**Working data**
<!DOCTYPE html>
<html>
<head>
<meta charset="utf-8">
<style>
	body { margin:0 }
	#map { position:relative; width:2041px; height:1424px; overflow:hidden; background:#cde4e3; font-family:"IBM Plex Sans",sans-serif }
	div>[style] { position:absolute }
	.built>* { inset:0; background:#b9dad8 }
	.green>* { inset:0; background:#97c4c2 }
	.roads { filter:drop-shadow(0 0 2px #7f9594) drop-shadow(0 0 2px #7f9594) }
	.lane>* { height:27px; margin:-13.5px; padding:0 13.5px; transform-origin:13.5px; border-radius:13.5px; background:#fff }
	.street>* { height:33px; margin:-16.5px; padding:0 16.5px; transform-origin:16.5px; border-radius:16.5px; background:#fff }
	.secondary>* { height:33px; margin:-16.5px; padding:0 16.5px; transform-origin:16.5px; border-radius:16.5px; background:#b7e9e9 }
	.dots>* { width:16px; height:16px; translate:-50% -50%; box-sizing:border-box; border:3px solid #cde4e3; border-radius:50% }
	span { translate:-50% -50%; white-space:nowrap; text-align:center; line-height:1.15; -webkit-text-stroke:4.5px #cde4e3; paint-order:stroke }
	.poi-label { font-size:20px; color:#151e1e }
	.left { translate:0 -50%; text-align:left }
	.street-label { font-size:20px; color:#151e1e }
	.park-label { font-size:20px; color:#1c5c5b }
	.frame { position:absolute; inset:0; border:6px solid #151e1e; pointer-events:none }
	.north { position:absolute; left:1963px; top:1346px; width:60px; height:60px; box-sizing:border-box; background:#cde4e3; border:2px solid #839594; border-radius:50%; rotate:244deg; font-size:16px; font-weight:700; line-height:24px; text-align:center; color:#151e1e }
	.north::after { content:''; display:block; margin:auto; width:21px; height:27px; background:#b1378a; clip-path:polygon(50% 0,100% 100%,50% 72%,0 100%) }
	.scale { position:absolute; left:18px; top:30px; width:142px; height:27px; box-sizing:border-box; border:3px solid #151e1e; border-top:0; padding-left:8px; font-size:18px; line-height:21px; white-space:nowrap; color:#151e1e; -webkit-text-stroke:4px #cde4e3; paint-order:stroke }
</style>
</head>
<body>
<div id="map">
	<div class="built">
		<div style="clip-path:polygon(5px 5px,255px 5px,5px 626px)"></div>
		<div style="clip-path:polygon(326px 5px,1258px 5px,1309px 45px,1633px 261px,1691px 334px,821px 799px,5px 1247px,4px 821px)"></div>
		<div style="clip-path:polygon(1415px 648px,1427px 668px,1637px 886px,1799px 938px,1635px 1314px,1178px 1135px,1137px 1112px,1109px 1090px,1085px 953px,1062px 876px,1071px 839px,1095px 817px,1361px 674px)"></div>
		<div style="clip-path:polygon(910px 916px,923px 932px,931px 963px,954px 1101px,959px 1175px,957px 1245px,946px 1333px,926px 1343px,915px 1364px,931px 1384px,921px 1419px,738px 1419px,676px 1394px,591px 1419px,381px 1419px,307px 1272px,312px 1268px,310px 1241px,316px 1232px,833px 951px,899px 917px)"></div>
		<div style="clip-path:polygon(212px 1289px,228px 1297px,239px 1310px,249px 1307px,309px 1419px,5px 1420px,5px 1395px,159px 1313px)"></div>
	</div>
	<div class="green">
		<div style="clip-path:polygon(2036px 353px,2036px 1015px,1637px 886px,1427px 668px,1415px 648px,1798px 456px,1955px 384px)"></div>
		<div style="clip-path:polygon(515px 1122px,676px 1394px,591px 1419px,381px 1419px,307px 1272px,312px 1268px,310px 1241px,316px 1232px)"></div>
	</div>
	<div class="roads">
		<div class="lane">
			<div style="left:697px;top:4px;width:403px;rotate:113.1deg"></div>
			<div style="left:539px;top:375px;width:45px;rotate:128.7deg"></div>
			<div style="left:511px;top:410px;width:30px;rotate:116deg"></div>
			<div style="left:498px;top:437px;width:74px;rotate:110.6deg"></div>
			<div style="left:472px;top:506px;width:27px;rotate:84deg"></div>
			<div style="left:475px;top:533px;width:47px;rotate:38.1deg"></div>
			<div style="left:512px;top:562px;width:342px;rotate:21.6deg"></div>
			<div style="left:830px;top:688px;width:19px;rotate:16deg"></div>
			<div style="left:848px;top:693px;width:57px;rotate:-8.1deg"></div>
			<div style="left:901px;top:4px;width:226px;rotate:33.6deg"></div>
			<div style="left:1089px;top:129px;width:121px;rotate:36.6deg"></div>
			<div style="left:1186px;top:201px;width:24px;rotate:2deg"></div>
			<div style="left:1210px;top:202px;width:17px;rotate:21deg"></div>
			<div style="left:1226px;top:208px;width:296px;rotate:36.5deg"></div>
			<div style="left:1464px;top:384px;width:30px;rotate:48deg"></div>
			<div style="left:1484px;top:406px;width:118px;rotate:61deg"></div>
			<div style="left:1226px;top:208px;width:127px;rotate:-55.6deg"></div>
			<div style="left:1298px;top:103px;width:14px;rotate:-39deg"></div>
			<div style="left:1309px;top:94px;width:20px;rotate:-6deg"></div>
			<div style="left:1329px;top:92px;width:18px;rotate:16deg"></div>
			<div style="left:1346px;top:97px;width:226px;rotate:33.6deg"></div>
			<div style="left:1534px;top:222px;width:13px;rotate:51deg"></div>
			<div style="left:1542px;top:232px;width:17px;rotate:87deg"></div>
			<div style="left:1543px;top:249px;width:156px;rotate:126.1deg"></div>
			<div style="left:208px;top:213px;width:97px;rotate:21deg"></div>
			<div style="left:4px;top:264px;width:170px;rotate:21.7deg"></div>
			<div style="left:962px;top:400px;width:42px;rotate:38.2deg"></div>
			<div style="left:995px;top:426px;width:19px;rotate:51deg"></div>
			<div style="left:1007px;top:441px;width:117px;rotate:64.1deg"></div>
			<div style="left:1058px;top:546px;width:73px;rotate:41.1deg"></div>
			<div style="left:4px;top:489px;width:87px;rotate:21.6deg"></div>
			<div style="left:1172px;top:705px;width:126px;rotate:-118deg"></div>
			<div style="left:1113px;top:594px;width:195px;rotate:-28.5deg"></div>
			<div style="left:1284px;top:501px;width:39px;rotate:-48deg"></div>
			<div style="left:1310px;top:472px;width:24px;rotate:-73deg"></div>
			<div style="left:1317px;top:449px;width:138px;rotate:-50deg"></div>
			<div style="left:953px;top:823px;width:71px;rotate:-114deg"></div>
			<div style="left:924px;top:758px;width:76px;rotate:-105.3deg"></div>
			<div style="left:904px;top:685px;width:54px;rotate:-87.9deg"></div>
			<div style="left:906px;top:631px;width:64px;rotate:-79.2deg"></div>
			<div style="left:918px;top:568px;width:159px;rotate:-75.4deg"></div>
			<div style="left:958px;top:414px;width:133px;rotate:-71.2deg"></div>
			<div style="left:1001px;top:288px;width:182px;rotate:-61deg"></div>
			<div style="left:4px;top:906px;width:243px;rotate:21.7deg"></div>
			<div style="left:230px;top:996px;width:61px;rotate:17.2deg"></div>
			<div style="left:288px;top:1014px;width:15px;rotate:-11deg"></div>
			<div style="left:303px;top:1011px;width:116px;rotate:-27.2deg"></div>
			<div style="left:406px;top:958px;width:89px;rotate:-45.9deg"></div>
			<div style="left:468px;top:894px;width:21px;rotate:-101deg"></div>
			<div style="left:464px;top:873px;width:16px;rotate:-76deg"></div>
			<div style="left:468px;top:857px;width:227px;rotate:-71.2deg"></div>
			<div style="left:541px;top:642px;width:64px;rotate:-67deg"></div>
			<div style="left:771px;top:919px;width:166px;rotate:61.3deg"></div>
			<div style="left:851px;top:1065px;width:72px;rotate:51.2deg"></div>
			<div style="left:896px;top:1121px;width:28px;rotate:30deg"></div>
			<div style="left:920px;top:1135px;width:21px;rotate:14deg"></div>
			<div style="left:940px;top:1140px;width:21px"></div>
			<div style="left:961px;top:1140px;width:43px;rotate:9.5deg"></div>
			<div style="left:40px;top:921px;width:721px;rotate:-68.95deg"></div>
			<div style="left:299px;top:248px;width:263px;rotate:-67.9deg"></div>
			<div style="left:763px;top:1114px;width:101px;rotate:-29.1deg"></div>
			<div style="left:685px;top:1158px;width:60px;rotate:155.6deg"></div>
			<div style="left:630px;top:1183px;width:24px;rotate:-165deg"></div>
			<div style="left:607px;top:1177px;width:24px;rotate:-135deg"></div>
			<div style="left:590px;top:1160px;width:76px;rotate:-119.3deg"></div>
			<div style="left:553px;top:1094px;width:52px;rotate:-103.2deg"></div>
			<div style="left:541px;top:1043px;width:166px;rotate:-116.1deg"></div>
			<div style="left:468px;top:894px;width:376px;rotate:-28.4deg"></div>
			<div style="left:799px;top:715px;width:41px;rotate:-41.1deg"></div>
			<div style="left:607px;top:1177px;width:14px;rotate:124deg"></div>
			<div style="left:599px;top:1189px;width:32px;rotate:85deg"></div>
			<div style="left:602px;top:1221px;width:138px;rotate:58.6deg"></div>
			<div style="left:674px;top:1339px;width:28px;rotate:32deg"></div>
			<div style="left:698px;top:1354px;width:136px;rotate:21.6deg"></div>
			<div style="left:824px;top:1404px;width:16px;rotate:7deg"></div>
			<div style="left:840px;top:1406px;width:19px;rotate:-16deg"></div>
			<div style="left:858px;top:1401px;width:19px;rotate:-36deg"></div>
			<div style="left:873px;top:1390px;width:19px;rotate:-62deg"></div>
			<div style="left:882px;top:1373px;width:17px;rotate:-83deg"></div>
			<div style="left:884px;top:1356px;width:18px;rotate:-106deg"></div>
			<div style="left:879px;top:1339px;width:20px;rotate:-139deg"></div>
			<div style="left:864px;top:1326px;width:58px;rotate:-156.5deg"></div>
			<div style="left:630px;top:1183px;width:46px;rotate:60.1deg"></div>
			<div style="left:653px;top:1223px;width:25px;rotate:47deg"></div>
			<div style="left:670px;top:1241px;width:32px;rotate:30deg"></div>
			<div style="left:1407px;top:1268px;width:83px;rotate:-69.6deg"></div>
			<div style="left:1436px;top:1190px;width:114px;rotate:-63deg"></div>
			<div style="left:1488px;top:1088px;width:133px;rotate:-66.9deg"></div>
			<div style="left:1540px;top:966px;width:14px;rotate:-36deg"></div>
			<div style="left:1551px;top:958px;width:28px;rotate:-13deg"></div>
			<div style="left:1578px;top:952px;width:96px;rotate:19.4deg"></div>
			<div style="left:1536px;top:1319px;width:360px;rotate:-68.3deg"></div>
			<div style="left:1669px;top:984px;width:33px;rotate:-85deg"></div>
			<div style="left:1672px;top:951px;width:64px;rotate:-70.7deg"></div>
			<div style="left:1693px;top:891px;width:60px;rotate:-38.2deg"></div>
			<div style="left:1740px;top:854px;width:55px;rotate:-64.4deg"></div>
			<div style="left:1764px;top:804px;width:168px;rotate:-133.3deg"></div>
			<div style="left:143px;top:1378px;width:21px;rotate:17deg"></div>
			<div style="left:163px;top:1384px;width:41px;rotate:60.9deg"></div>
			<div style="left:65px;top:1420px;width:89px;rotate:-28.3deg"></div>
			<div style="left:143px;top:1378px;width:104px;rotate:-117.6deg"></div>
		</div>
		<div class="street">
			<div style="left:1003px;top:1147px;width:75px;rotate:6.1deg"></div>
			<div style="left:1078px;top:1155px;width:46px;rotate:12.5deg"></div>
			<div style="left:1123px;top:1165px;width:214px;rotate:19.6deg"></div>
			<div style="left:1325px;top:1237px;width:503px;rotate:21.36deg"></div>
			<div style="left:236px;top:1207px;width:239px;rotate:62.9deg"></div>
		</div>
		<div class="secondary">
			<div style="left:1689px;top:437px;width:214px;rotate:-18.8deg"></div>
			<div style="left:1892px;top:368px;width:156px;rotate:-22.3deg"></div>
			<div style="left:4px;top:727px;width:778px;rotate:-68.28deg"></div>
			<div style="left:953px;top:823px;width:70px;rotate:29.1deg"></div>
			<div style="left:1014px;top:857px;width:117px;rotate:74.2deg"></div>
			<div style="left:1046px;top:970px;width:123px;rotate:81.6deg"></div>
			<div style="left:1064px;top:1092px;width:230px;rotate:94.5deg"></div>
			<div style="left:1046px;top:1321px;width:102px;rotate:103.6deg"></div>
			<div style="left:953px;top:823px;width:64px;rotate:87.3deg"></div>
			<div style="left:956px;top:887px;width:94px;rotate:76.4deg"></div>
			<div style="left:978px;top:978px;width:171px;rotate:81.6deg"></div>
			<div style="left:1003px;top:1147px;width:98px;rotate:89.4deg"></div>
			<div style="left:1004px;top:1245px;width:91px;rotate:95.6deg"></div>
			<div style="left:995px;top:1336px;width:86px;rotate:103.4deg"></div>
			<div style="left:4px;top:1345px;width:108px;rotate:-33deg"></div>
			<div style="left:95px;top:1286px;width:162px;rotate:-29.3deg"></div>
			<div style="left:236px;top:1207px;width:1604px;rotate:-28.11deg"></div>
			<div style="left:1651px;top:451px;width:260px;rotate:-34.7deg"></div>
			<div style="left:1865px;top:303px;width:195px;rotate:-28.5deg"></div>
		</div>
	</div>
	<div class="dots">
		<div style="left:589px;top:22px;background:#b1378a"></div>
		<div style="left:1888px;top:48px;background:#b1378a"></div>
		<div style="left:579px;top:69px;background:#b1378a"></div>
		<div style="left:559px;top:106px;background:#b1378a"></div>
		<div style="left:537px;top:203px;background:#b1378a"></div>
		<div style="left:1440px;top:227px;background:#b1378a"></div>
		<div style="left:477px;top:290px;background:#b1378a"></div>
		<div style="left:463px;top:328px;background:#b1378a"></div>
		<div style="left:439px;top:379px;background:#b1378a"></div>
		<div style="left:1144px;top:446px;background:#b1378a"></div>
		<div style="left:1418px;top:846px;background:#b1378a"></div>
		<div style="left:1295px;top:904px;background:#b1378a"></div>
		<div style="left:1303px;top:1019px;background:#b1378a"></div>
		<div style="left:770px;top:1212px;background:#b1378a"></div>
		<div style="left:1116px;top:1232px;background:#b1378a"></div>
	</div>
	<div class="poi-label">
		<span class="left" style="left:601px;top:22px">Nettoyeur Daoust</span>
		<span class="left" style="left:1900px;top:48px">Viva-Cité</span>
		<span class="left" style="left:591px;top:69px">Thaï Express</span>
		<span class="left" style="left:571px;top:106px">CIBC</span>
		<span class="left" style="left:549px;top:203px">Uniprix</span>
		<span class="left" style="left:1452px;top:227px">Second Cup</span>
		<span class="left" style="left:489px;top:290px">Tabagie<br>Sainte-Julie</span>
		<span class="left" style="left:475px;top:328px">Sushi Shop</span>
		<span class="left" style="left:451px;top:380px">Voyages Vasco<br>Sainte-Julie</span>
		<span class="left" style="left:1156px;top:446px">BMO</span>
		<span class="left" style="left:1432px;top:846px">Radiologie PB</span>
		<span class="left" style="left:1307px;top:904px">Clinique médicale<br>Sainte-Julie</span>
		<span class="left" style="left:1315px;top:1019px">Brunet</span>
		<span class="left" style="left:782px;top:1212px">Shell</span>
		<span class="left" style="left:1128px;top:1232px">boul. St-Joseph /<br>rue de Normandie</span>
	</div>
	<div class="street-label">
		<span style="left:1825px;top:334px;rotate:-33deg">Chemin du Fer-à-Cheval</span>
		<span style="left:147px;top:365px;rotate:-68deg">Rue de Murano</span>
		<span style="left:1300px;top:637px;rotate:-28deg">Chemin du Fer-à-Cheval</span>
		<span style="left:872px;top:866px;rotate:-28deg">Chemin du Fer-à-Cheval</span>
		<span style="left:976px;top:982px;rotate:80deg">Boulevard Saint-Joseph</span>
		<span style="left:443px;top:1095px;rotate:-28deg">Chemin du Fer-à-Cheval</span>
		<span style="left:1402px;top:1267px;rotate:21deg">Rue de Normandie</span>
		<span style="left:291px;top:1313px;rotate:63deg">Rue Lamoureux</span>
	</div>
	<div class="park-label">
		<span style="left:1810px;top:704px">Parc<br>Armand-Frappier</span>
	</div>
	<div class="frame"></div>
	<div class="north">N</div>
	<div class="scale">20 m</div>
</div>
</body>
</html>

**Exercise description**
Your task is to restate, word for word, the lines from the beginning of the records to the line with "width:16px; height:16px; translate:-50%", inclusive.

**Answer for this exercise**
<!DOCTYPE html>
<html>
<head>
<meta charset="utf-8">
<style>
	body { margin:0 }
	#map { position:relative; width:2041px; height:1424px; overflow:hidden; background:#cde4e3; font-family:"IBM Plex Sans",sans-serif }
	div>[style] { position:absolute }
	.built>* { inset:0; background:#b9dad8 }
	.green>* { inset:0; background:#97c4c2 }
	.roads { filter:drop-shadow(0 0 2px #7f9594) drop-shadow(0 0 2px #7f9594) }
	.lane>* { height:27px; margin:-13.5px; padding:0 13.5px; transform-origin:13.5px; border-radius:13.5px; background:#fff }
	.street>* { height:33px; margin:-16.5px; padding:0 16.5px; transform-origin:16.5px; border-radius:16.5px; background:#fff }
	.secondary>* { height:33px; margin:-16.5px; padding:0 16.5px; transform-origin:16.5px; border-radius:16.5px; background:#b7e9e9 }
	.dots>* { width:16px; height:16px; translate:-50% -50%; box-sizing:border-box; border:3px solid #cde4e3; border-radius:50% }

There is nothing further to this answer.